Abstract

MUCH interest has been aroused by a suggestion for dealing with the native problem in East and South Africa, which has been put forward by Col. Carbutt, Chief Native Commissioner for Southern Rhodesia. Writing in the annual publication appearing under the auspices of the Native Affairs Department, and pointing to the problems which arise from the development side by side of the white and black populations, it seems that he advocates the formation of a dominion in which the interests of the black population would be paramount. Such a dominion, which would permit of the civil and political development to the full of the black population, might, it is suggested, comprise the present territories of Uganda, Tanganyika, Nyasaland and Northern Rhodesia, where white settlement and development have not reached a stage, such as that, for example, in Kenya and Southern Rhodesia, which would prove an insuperable obstacle to this policy.
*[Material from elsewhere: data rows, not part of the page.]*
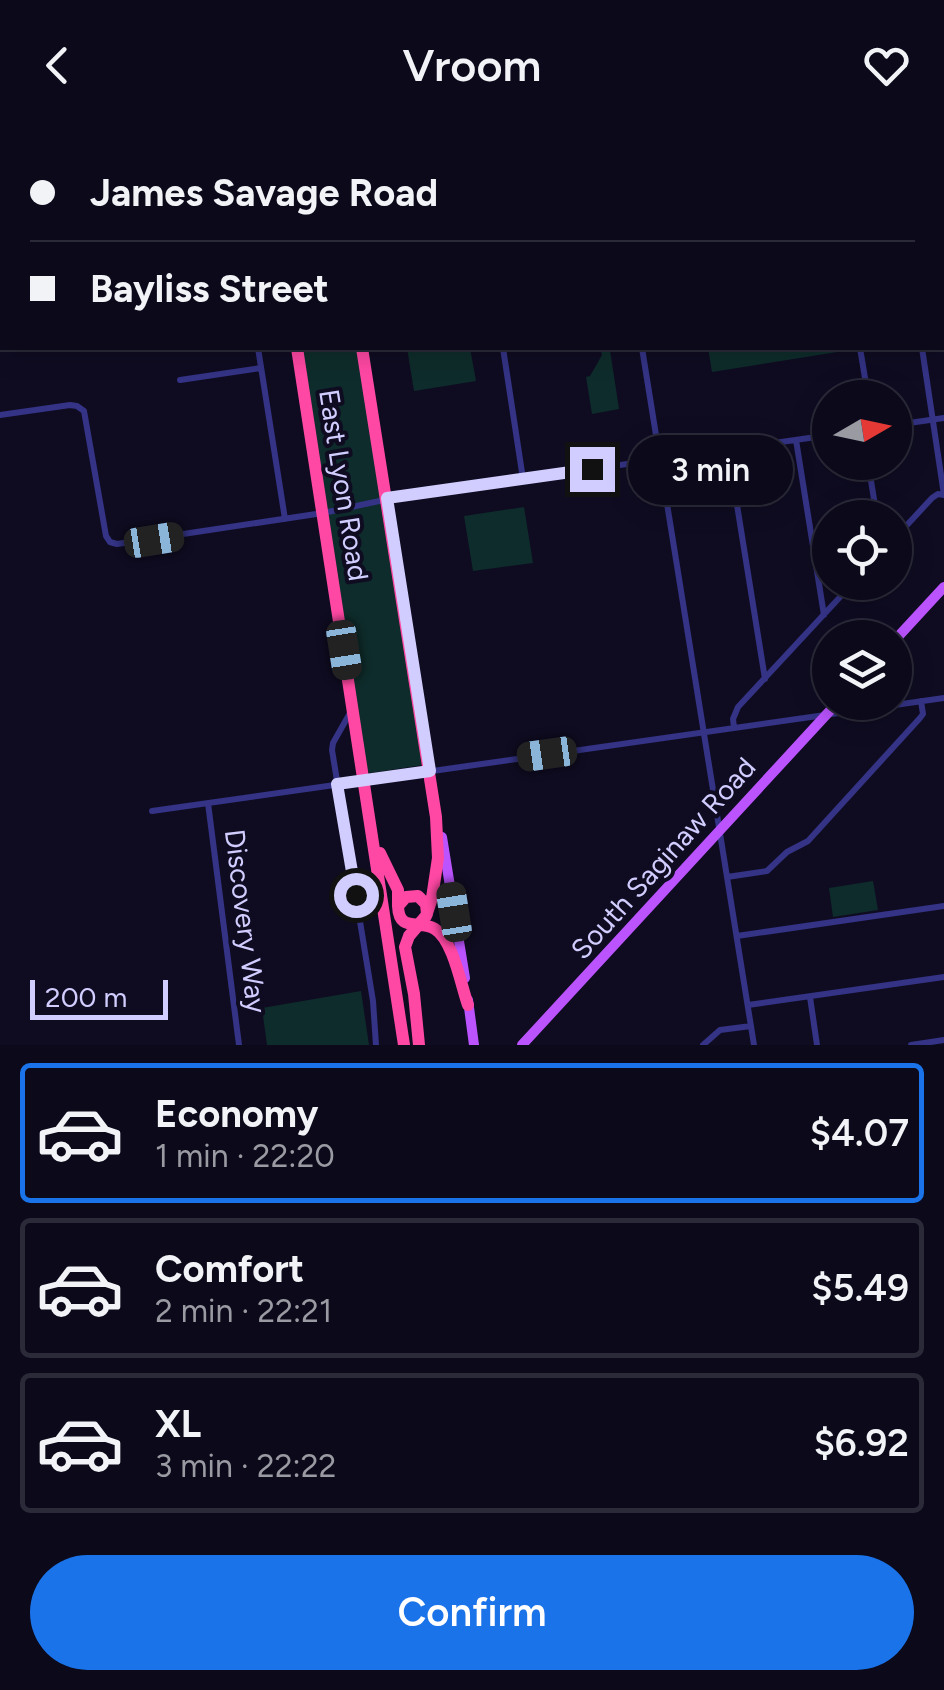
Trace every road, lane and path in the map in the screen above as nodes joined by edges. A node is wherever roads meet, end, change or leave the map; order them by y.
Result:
1 (258, 350) edge
2 (297, 350) edge
3 (362, 350) edge
4 (503, 350) edge
5 (642, 350) edge
6 (860, 350) edge
7 (922, 350) edge
8 (261, 368) junction
9 (180, 380) dead end
10 (865, 380) edge
11 (0, 415) edge
12 (944, 418) edge
13 (932, 420) junction
14 (912, 423) edge
15 (812, 438) edge
16 (796, 440) junction
17 (728, 449) junction
18 (660, 459) junction
19 (524, 478) junction
20 (944, 495) edge
21 (387, 498) junction
22 (323, 513) junction
23 (285, 519) junction
24 (912, 520) edge
25 (944, 587) edge
26 (838, 600) edge
27 (824, 615) junction
28 (912, 622) edge
29 (765, 678) junction
30 (944, 698) edge
31 (922, 701) junction
32 (352, 702) junction
33 (912, 702) edge
34 (812, 716) edge
35 (822, 720) edge
36 (734, 728) junction
37 (704, 732) junction
38 (430, 771) junction
39 (364, 781) junction
40 (337, 784) junction
41 (434, 796) junction
42 (208, 803) junction
43 (152, 811) dead end
44 (719, 830) junction
45 (371, 832) junction
46 (727, 877) junction
47 (398, 906) junction
48 (944, 906) edge
49 (423, 920) junction
50 (737, 936) junction
51 (459, 966) junction
52 (944, 977) edge
53 (810, 996) junction
54 (468, 1005) joint
55 (748, 1005) junction
56 (751, 1026) junction
57 (944, 1040) edge
58 (418, 1042) edge
59 (239, 1045) edge
60 (376, 1045) edge
61 (404, 1045) edge
62 (474, 1045) edge
63 (522, 1045) edge
64 (703, 1045) edge
65 (754, 1045) edge
66 (817, 1045) edge
67 (911, 1045) edge

1 - 8 street
2 - 22 highway, East Lyon Road
3 - 21 highway
4 - 19 street
5 - 18 street
6 - 10 street
7 - 13 street
8 - 9 street
8 - 23 street
11 - 23 street
12 - 13 street
13 - 14 street
13 - 20 street
15 - 16 street
16 - 17 street
16 - 27 street
17 - 18 street
17 - 29 street
18 - 19 street
18 - 37 street
19 - 21 street
20 - 24 street
21 - 22 street
21 - 38 highway
22 - 23 street
22 - 32 highway, East Lyon Road
25 - 28 main road
26 - 27 street
27 - 29 street
29 - 36 street
30 - 31 street
31 - 33 street
31 - 46 street
32 - 39 highway, East Lyon Road
32 - 40 street
34 - 36 street
35 - 44 main road, South Saginaw Road
36 - 37 street
37 - 38 street
37 - 44 street
38 - 39 street
38 - 41 highway
39 - 40 street
39 - 45 highway, East Lyon Road
40 - 42 street
40 - 60 street
41 - 49 highway
41 - 51 main road
42 - 43 street
42 - 59 street, Discovery Way
44 - 46 street
44 - 63 main road, South Saginaw Road
45 - 47 highway
45 - 61 highway, East Lyon Road
46 - 50 street
47 - 49 highway
47 - 49 highway
48 - 50 street
49 - 51 highway
49 - 58 highway
50 - 55 street
51 - 54 highway
52 - 53 street
53 - 55 street
53 - 66 street
54 - 62 main road
55 - 56 street
56 - 64 street
56 - 65 street
57 - 67 street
Inevitably, some sacrifice would be involved, but in other areas, in compensation, the interests of the white population would be recognised as paramount. Col. Carbutt stresses the argument, of which indeed the force must be patent to everyone, that a solution of the native problem is vital for the future of the commonwealth of British peoples, and at the same time maintains that such a solution as he suggests would be acceptable to, and indeed welcomed by, the natives themselves. It would appear already to have been received with some measure of approval in Africa, if mainly as representing an advance toward the idea of a federation of the two Rhodesias and Nyasaland, or even of a united East and South Africa.